Back Yard - The dark spots in the grass along the house are from where I walked a couple days ago during a morning frost to remove some hosta frost blankets before work. I know. Don't walk in frozen grass.  Temporary damage.


----------



## Tablerock (May 3, 2021)

Nice work Moe. That is huge strides from where you started! I'm in southern Missouri and I wish I had a buddy with a Kubota... nothing is level and I deal with rocks everywhere. You're inspiring me to post a journal.


----------



## testwerke (Apr 4, 2019)

Well done. Looks dense and very healthy!


----------



## moedank (Sep 10, 2019)

Tablerock said:


> Nice work Moe. That is huge strides from where you started! I'm in southern Missouri and I wish I had a buddy with a Kubota... nothing is level and I deal with rocks everywhere. You're inspiring me to post a journal.


Thanks. I was lucky to get help from a buddy with a tracker. Though, if I had my own truck and trailer, I probably would have rented a dingo or ditch witch with a harley rake to better remove the lawn debris and level the ground.

Several passes with the Kubota and lawn roller made the yard fairly level. However, the outside perimeter where the tracker tilled needs to be leveled some this fall.


----------



## moedank (Sep 10, 2019)

*Mid Spring 2021 - First Time Using a Stripe Kit*

Thank you testwerke for the compliment.

Installed a CheckMate lawn striper. Below is a single-double-single pattern cut at 3.5 in. It took too long to do the backyard so I plan to only stripe the front and side sections going forward, except for show off opportunities like kid birthday parties and family events. Didn't edge this time because it's good enough. Last two pics are to show off the hostas.  






It's a PITA getting perfectly straight lines on this slope. 

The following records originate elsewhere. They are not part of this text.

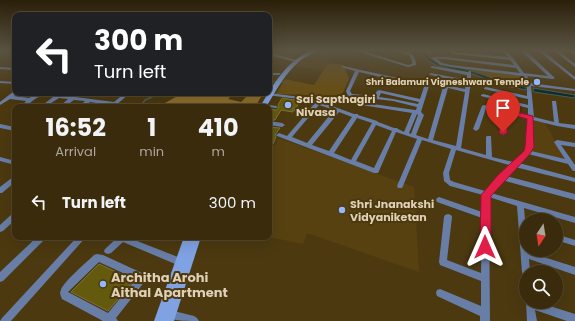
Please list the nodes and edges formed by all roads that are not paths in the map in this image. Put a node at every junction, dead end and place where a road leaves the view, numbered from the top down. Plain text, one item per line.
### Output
1 (290, 65) edge
2 (291, 65) edge
3 (446, 65) edge
4 (502, 65) edge
5 (539, 65) edge
6 (558, 65) edge
7 (343, 67) dead end
8 (432, 67) dead end
9 (518, 67) joint
10 (0, 68) edge
11 (12, 68) edge
12 (358, 70) junction
13 (272, 74) edge
14 (280, 74) junction
15 (431, 74) dead end
16 (524, 75) junction
17 (553, 78) junction
18 (575, 78) edge
19 (469, 82) junction
20 (1, 83) edge
21 (12, 83) edge
22 (430, 83) dead end
23 (446, 86) junction
24 (272, 87) edge
25 (272, 88) edge
26 (486, 88) dead end
27 (564, 88) junction
28 (529, 90) junction
29 (575, 90) edge
30 (468, 91) junction
31 (272, 93) edge
32 (12, 95) edge
33 (483, 95) dead end
34 (37, 96) edge
35 (58, 96) joint
36 (124, 96) edge
37 (9, 97) junction
38 (73, 98) junction
39 (30, 100) junction
40 (338, 100) dead end
41 (88, 101) junction
42 (319, 102) junction
43 (554, 102) dead end
44 (421, 103) junction
45 (0, 104) edge
46 (26, 104) edge
47 (46, 104) edge
48 (65, 104) edge
49 (84, 104) edge
50 (107, 104) edge
51 (114, 104) edge
52 (272, 107) edge
53 (276, 107) dead end
54 (530, 107) junction
55 (338, 109) junction
56 (296, 110) dead end
57 (506, 111) junction
58 (416, 112) junction
59 (309, 113) junction
60 (356, 116) junction
61 (530, 117) junction
62 (375, 122) junction
63 (272, 123) edge
64 (558, 124) junction
65 (282, 125) dead end
66 (0, 126) edge
67 (575, 127) edge
68 (12, 128) edge
69 (476, 129) dead end
70 (395, 130) junction
71 (503, 132) dead end
72 (406, 134) junction
73 (279, 135) dead end
74 (413, 136) junction
75 (489, 137) dead end
76 (288, 138) junction
77 (420, 138) junction
78 (430, 141) junction
79 (575, 144) edge
80 (308, 146) junction
81 (456, 149) junction
82 (527, 152) junction
83 (330, 154) junction
84 (489, 158) junction
85 (0, 159) edge
86 (12, 162) edge
87 (353, 162) junction
88 (574, 164) edge
89 (514, 165) junction
90 (501, 177) junction
91 (575, 180) edge
92 (12, 181) edge
93 (400, 186) dead end
94 (2, 188) edge
95 (486, 195) junction
96 (575, 197) edge
97 (439, 200) dead end
98 (520, 204) junction
99 (522, 213) edge
100 (486, 216) junction
101 (448, 217) dead end
102 (12, 219) edge
103 (575, 220) edge
104 (0, 230) edge
105 (563, 239) edge
106 (39, 240) edge
107 (79, 240) edge
108 (120, 240) edge
109 (127, 240) edge
110 (188, 240) edge
111 (195, 240) edge
112 (575, 243) edge
113 (108, 252) dead end
114 (533, 257) edge
115 (180, 262) junction
116 (575, 271) edge
117 (0, 278) edge
118 (485, 279) junction
119 (440, 293) dead end
120 (531, 309) edge
121 (547, 309) edge
122 (485, 317) edge
123 (166, 319) edge
124 (575, 319) edge
125 (111, 320) edge
126 (5, 321) edge
127 (194, 321) edge
128 (532, 321) edge

1 - 14 main road
2 - 25 main road
3 - 16 street
4 - 9 street
5 - 17 street
6 - 18 street
7 - 12 street
8 - 19 street
9 - 16 street
10 - 11 street
12 - 44 street
12 - 44 street
13 - 14 street
14 - 24 main road
15 - 19 street
16 - 17 street
16 - 28 street
17 - 27 street
19 - 30 street
20 - 21 street
22 - 23 street
23 - 30 street
23 - 78 street
26 - 28 street
27 - 28 street
27 - 29 street
28 - 54 street
30 - 81 street
31 - 42 street
32 - 37 street
33 - 54 street
34 - 39 street
35 - 38 street
35 - 47 street
36 - 51 street
37 - 39 street
37 - 45 street
38 - 41 street
38 - 48 street
39 - 46 street
40 - 58 street
41 - 49 street
41 - 50 street
42 - 55 street
42 - 59 street
43 - 64 street
44 - 58 street
52 - 53 street
54 - 61 street
55 - 60 street
55 - 80 street
56 - 59 street
57 - 61 street
57 - 69 street
57 - 71 street
58 - 72 street
58 - 74 street
59 - 76 street
60 - 62 street
60 - 83 street
61 - 64 street
61 - 82 street
62 - 70 street
62 - 87 street
63 - 65 street
64 - 67 street
66 - 68 street
70 - 72 street
70 - 87 street
72 - 74 street
73 - 76 street
74 - 77 street
75 - 84 street
76 - 80 street
77 - 78 street
77 - 93 street
78 - 81 street
79 - 88 street
80 - 83 street
81 - 84 street
81 - 95 street
82 - 88 street
82 - 89 street
83 - 87 street
84 - 89 street
85 - 86 street
89 - 90 street
89 - 91 street
90 - 95 street
90 - 96 street
92 - 94 street
95 - 98 street
95 - 100 street
97 - 100 street
98 - 99 street
98 - 103 street
100 - 118 street
101 - 118 street
102 - 104 street
105 - 112 street
106 - 117 street
107 - 126 street
108 - 113 street
109 - 115 street
110 - 115 main road
111 - 123 main road
114 - 116 street
115 - 123 main road
118 - 122 street
119 - 122 street
120 - 128 street
121 - 124 street
123 - 127 street
125 - 125 street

Notice the arrows pointing to the faint line of lighter grass separating the old and new reno sections. That is a strip of KY31 from the initial lawn. I plan to kill it and seed this fall.


----------



## ksturfguy (Sep 25, 2018)

Looks good! Also like the hastas


----------



## moedank (Sep 10, 2019)

*Late Spring 2021 - Drought/Heat Stress and Possible Brown Patch*

Signs of drought and heat stress are beginning to appear. About 3/4 of the yard has been moderately to deeply watered once since the heat arrived a couple weeks ago. The grass hasn't been mowed in 1.5 weeks. The goal isn't to keep it cohesively green during the summer. I don't care that much. Just don't want any grass to die. 


This is the only section of grass that died last year and it was the first area (a week before anywhere else) to show signs of stress this year. Fungus was the assumed culprit but now I'm suspecting something is buried underneath, gravel or cement chunks, since it's rapidly drying out in the exact same shape as last summer. It will be dug up in late August.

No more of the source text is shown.